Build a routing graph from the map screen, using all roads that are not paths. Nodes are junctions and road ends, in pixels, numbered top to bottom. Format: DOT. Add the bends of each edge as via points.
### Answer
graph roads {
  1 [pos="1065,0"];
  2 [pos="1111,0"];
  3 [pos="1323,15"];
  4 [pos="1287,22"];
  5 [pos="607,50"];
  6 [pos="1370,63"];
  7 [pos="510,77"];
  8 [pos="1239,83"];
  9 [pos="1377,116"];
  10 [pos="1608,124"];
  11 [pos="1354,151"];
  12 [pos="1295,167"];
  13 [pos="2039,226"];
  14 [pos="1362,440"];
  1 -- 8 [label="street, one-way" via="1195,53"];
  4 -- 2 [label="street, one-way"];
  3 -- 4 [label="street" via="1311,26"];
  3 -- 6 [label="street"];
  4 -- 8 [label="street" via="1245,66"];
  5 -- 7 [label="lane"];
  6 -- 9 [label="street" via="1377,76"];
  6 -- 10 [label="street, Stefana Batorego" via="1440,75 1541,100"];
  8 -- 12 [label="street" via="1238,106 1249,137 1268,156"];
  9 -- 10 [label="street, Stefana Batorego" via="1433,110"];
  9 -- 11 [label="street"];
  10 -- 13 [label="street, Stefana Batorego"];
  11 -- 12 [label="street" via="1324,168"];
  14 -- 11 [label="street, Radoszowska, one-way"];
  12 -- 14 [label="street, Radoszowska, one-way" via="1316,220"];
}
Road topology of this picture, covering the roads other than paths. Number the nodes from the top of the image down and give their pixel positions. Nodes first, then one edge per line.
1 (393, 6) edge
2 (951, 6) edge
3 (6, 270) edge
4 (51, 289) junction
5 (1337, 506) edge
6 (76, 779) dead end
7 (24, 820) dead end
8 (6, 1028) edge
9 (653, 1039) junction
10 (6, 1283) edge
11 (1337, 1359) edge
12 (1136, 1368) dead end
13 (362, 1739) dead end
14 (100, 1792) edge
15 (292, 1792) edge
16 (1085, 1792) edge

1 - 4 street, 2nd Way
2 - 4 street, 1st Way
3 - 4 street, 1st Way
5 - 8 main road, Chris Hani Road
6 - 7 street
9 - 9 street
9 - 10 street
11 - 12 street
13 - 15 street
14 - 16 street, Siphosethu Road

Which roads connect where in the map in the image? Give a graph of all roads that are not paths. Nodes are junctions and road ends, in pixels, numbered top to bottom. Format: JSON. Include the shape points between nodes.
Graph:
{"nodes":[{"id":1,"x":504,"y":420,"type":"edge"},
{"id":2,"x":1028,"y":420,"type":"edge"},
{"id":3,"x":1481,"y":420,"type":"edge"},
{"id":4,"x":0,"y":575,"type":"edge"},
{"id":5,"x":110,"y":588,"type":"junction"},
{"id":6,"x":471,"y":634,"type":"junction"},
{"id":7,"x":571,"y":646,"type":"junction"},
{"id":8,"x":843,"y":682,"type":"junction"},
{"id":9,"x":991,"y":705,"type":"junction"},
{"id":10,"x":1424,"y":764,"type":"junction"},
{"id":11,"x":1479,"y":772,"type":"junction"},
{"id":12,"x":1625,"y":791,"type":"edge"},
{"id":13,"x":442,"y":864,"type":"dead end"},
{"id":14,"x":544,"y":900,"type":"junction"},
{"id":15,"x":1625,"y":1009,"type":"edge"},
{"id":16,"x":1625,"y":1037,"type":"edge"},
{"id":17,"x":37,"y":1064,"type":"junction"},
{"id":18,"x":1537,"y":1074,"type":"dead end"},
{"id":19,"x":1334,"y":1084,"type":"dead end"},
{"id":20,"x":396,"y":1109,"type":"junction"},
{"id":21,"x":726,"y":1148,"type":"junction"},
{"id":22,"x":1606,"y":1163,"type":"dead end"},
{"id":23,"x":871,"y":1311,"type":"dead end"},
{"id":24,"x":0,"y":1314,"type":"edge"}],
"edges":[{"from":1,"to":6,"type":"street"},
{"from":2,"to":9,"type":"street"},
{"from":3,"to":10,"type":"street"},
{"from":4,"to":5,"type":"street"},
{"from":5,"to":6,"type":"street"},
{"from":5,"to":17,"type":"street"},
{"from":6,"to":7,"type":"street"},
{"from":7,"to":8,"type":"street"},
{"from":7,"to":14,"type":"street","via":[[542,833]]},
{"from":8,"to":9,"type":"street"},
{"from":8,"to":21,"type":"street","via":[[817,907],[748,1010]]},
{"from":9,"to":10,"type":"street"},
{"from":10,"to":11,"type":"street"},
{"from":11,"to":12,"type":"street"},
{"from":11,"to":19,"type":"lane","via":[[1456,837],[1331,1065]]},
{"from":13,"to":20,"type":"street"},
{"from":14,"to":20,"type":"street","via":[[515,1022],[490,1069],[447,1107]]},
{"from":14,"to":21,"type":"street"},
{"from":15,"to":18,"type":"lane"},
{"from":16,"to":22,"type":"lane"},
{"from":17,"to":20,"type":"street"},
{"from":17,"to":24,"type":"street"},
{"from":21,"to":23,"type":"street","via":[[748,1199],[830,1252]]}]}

- _WHAT IS REQUIRED_: Copy out, from the data above, every line holding the word "points".

- _WRITTEN ANSWER_:
Build a routing graph from the map screen, using all roads that are not paths. Nodes are junctions and road ends, in pixels, numbered top to bottom. Format: DOT. Add the bends of each edge as via points.
Which roads connect where in the map in the image? Give a graph of all roads that are not paths. Nodes are junctions and road ends, in pixels, numbered top to bottom. Format: JSON. Include the shape points between nodes.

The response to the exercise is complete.